The obvious example is economic growth. Government officials assume (based on trends over the past few decades) that national economies will continue to expand forever, just as transportation planners assume that automobile traffic will always proliferate. Therefore more highways and suburbs are justified, and more public debt—because of course tax revenues will increase. Never mind that, in the U.S., there’s little basis for further real economic growth in light of debt levels and demography; or that vehicle miles traveled have actually declined significantly in recent years. Those are inconvenient trends that politicians and road-builders hope will simply go away. But will they? Certainly not if global oil supplies continue to tighten (another inconvenient trend): scarce oil will discourage both economic growth and driving.

 

Because business-as-usual assumptions are based on numbers, they appear both reassuring and authoritative.
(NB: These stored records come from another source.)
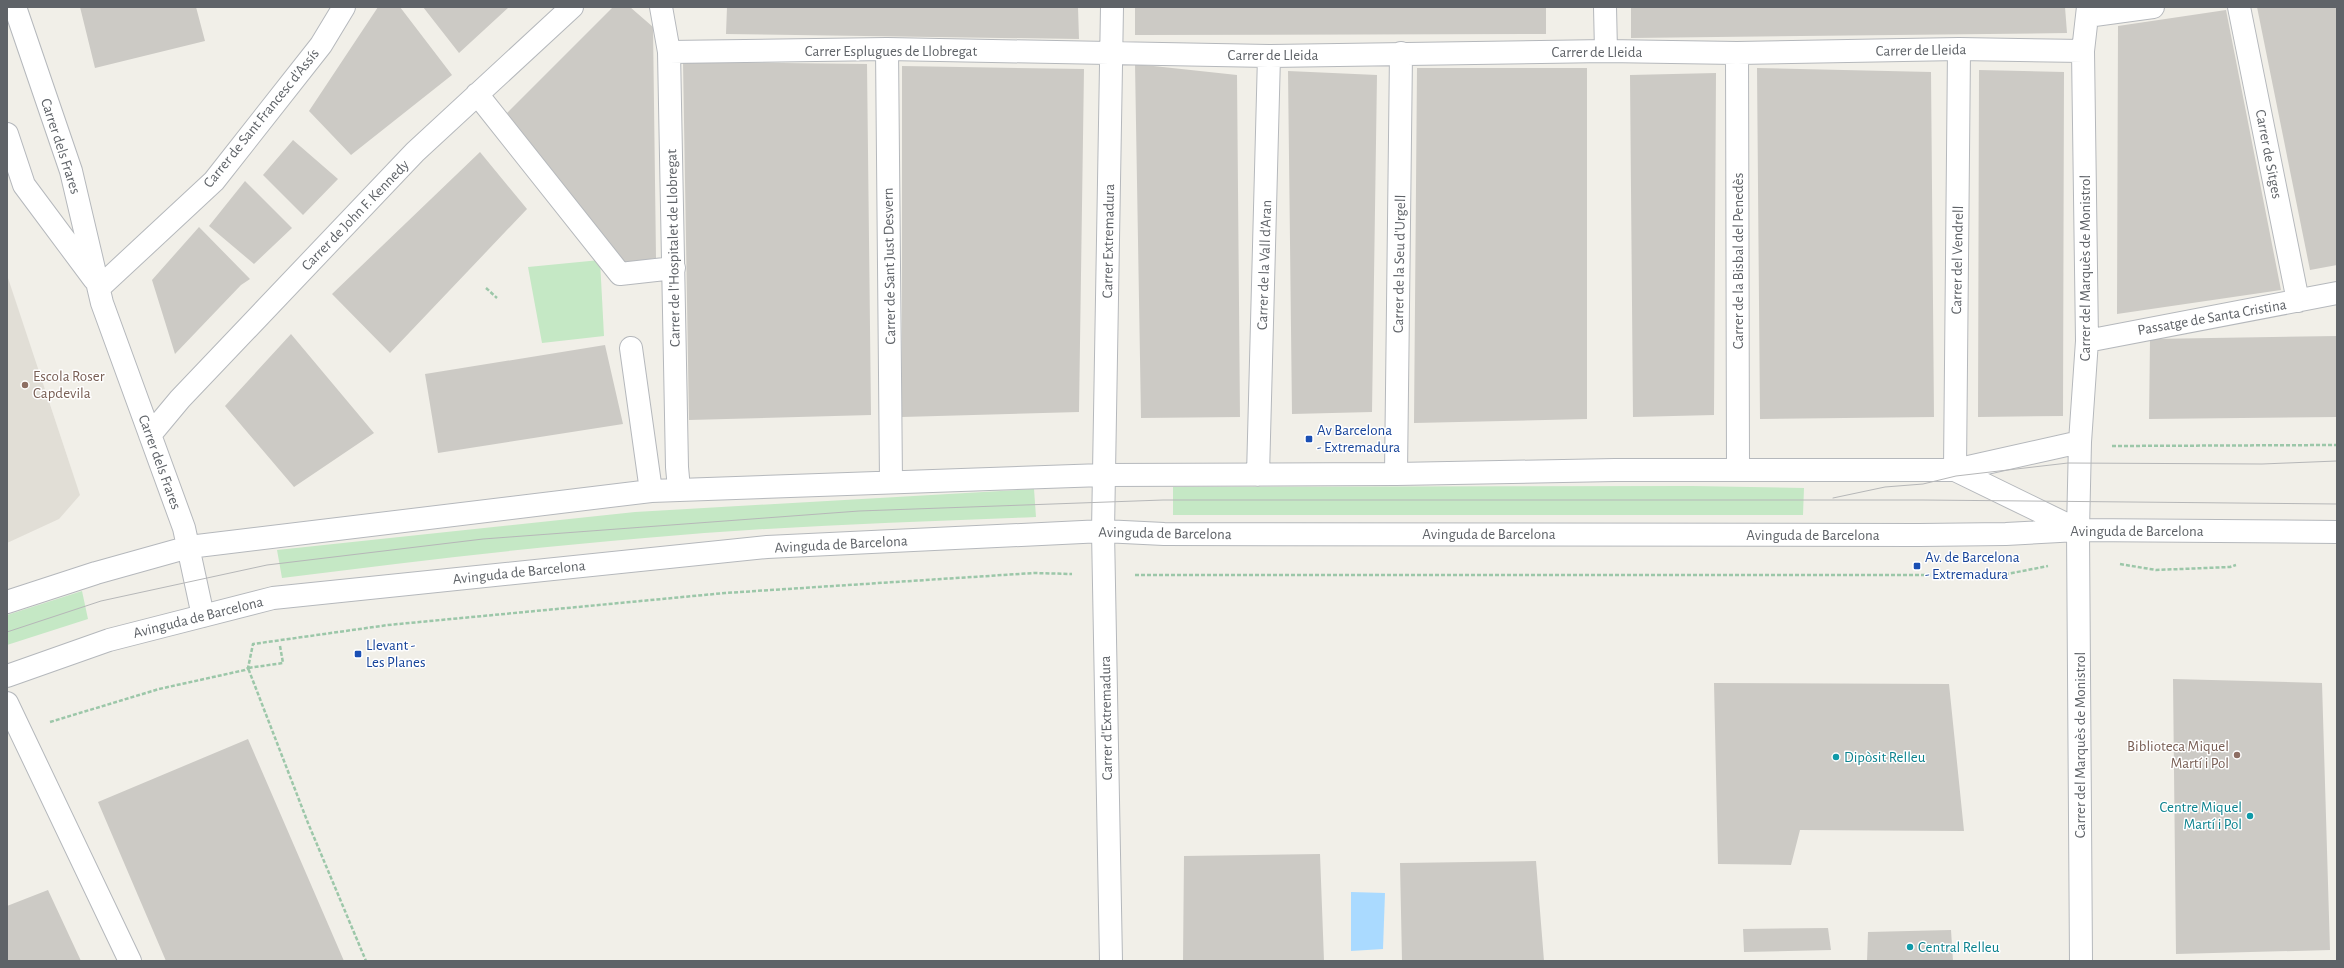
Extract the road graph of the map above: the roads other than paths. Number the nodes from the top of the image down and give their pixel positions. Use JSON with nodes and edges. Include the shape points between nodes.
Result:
{"nodes":[{"id":1,"x":15,"y":7,"type":"edge"},
{"id":2,"x":344,"y":7,"type":"edge"},
{"id":3,"x":572,"y":7,"type":"edge"},
{"id":4,"x":661,"y":7,"type":"edge"},
{"id":5,"x":1112,"y":7,"type":"edge"},
{"id":6,"x":1605,"y":7,"type":"edge"},
{"id":7,"x":2153,"y":7,"type":"edge"},
{"id":8,"x":2239,"y":7,"type":"edge"},
{"id":9,"x":2087,"y":11,"type":"edge"},
{"id":10,"x":887,"y":49,"type":"junction"},
{"id":11,"x":1959,"y":50,"type":"junction"},
{"id":12,"x":1606,"y":51,"type":"junction"},
{"id":13,"x":670,"y":52,"type":"junction"},
{"id":14,"x":2083,"y":52,"type":"junction"},
{"id":15,"x":1112,"y":53,"type":"junction"},
{"id":16,"x":1401,"y":53,"type":"junction"},
{"id":17,"x":1737,"y":53,"type":"junction"},
{"id":18,"x":1269,"y":56,"type":"junction"},
{"id":19,"x":478,"y":94,"type":"junction"},
{"id":20,"x":7,"y":134,"type":"edge"},
{"id":21,"x":674,"y":268,"type":"junction"},
{"id":22,"x":100,"y":287,"type":"junction"},
{"id":23,"x":2337,"y":293,"type":"edge"},
{"id":24,"x":2298,"y":301,"type":"junction"},
{"id":25,"x":2087,"y":340,"type":"junction"},
{"id":26,"x":631,"y":348,"type":"dead end"},
{"id":27,"x":150,"y":435,"type":"junction"},
{"id":28,"x":2080,"y":442,"type":"junction"},
{"id":29,"x":1738,"y":469,"type":"junction"},
{"id":30,"x":1955,"y":470,"type":"junction"},
{"id":31,"x":1396,"y":474,"type":"junction"},
{"id":32,"x":1103,"y":475,"type":"junction"},
{"id":33,"x":1258,"y":475,"type":"junction"},
{"id":34,"x":891,"y":482,"type":"junction"},
{"id":35,"x":679,"y":489,"type":"junction"},
{"id":36,"x":651,"y":491,"type":"junction"},
{"id":37,"x":2078,"y":530,"type":"junction"},
{"id":38,"x":1103,"y":531,"type":"junction"},
{"id":39,"x":2337,"y":532,"type":"edge"},
{"id":40,"x":189,"y":547,"type":"junction"},
{"id":41,"x":7,"y":602,"type":"edge"},
{"id":42,"x":203,"y":616,"type":"junction"},
{"id":43,"x":7,"y":676,"type":"edge"},
{"id":44,"x":7,"y":703,"type":"edge"},
{"id":45,"x":130,"y":961,"type":"edge"},
{"id":46,"x":1111,"y":961,"type":"edge"},
{"id":47,"x":2081,"y":961,"type":"edge"}],
"edges":[{"from":1,"to":22,"type":"street","name":"Carrer dels Frares","via":[[71,171]]},
{"from":2,"to":22,"type":"street","name":"Carrer de Sant Francesc d'Assís","via":[[320,45],[214,181]]},
{"from":3,"to":19,"type":"street","name":"Carrer de John F. Kennedy"},
{"from":4,"to":13,"type":"street","name":"Carrer de l'Hospitalet de Llobregat"},
{"from":5,"to":15,"type":"street","name":"Carrer Extremadura"},
{"from":6,"to":12,"type":"street"},
{"from":7,"to":9,"type":"street"},
{"from":8,"to":24,"type":"street","name":"Carrer de Sitges"},
{"from":9,"to":14,"type":"street","name":"Carrer del Marquès de Monistrol"},
{"from":10,"to":13,"type":"street","name":"Carrer Esplugues de Llobregat"},
{"from":10,"to":15,"type":"street","name":"Carrer Esplugues de Llobregat"},
{"from":10,"to":34,"type":"street","name":"Carrer de Sant Just Desvern"},
{"from":11,"to":14,"type":"street","name":"Carrer de Lleida"},
{"from":11,"to":17,"type":"street","name":"Carrer de Lleida"},
{"from":11,"to":30,"type":"street","name":"Carrer del Vendrell"},
{"from":12,"to":16,"type":"street","name":"Carrer de Lleida"},
{"from":12,"to":17,"type":"street","name":"Carrer de Lleida"},
{"from":13,"to":21,"type":"street","name":"Carrer de l'Hospitalet de Llobregat"},
{"from":14,"to":25,"type":"street","name":"Carrer del Marquès de Monistrol"},
{"from":15,"to":18,"type":"street","name":"Carrer de Lleida"},
{"from":15,"to":32,"type":"street","name":"Carrer Extremadura"},
{"from":16,"to":18,"type":"street","name":"Carrer de Lleida"},
{"from":16,"to":31,"type":"street","name":"Carrer de la Seu d'Urgell"},
{"from":17,"to":29,"type":"street","name":"Carrer de la Bisbal del Penedès"},
{"from":18,"to":33,"type":"street","name":"Carrer de la Vall d'Aran"},
{"from":19,"to":21,"type":"street","via":[[620,274]]},
{"from":19,"to":27,"type":"street","name":"Carrer de John F. Kennedy","via":[[404,164],[180,399]]},
{"from":20,"to":22,"type":"street","name":"Carrer dels Frares","via":[[24,185]]},
{"from":21,"to":35,"type":"street","name":"Carrer de l'Hospitalet de Llobregat"},
{"from":22,"to":27,"type":"street","name":"Carrer dels Frares","via":[[102,303]]},
{"from":23,"to":24,"type":"street","name":"Passatge de Santa Cristina"},
{"from":24,"to":25,"type":"street","name":"Passatge de Santa Cristina"},
{"from":25,"to":28,"type":"street","name":"Carrer del Marquès de Monistrol"},
{"from":26,"to":36,"type":"street"},
{"from":27,"to":40,"type":"street","name":"Carrer dels Frares"},
{"from":28,"to":30,"type":"street"},
{"from":28,"to":37,"type":"street","name":"Carrer del Marquès de Monistrol"},
{"from":29,"to":30,"type":"street"},
{"from":29,"to":31,"type":"street"},
{"from":30,"to":37,"type":"street"},
{"from":31,"to":33,"type":"street"},
{"from":32,"to":33,"type":"street"},
{"from":32,"to":34,"type":"street"},
{"from":32,"to":38,"type":"street","name":"Carrer d'Extremadura"},
{"from":34,"to":35,"type":"street"},
{"from":35,"to":36,"type":"street"},
{"from":36,"to":40,"type":"street"},
{"from":37,"to":38,"type":"street","name":"Avinguda de Barcelona","via":[[1934,535],[1164,534]]},
{"from":37,"to":39,"type":"street","name":"Avinguda de Barcelona"},
{"from":37,"to":47,"type":"street","name":"Carrer del Marquès de Monistrol"},
{"from":38,"to":42,"type":"street","name":"Avinguda de Barcelona","via":[[767,547],[273,598]]},
{"from":38,"to":46,"type":"street","name":"Carrer d'Extremadura"},
{"from":40,"to":41,"type":"street"},
{"from":40,"to":42,"type":"street","name":"Carrer dels Frares"},
{"from":42,"to":43,"type":"street","name":"Avinguda de Barcelona","via":[[109,640]]},
{"from":44,"to":45,"type":"street"}]}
But which numbers matter?

 

More and more numbers look alarming. There’s a trend—a trend of trends! It might be difficult to total up the disturbing (versus reassuring) trends in the world and determine the rate of change in abundance of the latter versus the former. But it’s hard to avoid the subjective impression that more trends these days point to frightful or absurd outcomes.

 

Reality check: A snapshot of trends in the year 1200 would have shown temporary rapid change in a few variables (for example, in localized numbers of deaths from famine), but most rates of change were comparatively negligible. Not so in 2012, when rates of change in resource availability, species abundance, greenhouse gas concentrations, and debt levels yield doubling times measured in decades or, in some cases, mere years. Absurdity—or calamity—arrives fast at those rates.

 

If many key rates of change are accelerating, does this mean we are approaching some sort of historic discontinuity? If so, when will it arrive? What will it actually look and feel like? We can only guess; it all depends on which trends prove decisive. We’d all like to believe the world-weary French proverb, Plus ça change, plus c’est la même chose (“The more things change, the more they stay the same”). But what if the less witty formulation is truer: “The more things change, the more they change”?

 

Amid this uncertainty, there are two things we probably can conclude with some significant degree of confidence. First: many important current trends won’t continue for long. Second: if you like change, this is a great time to be alive.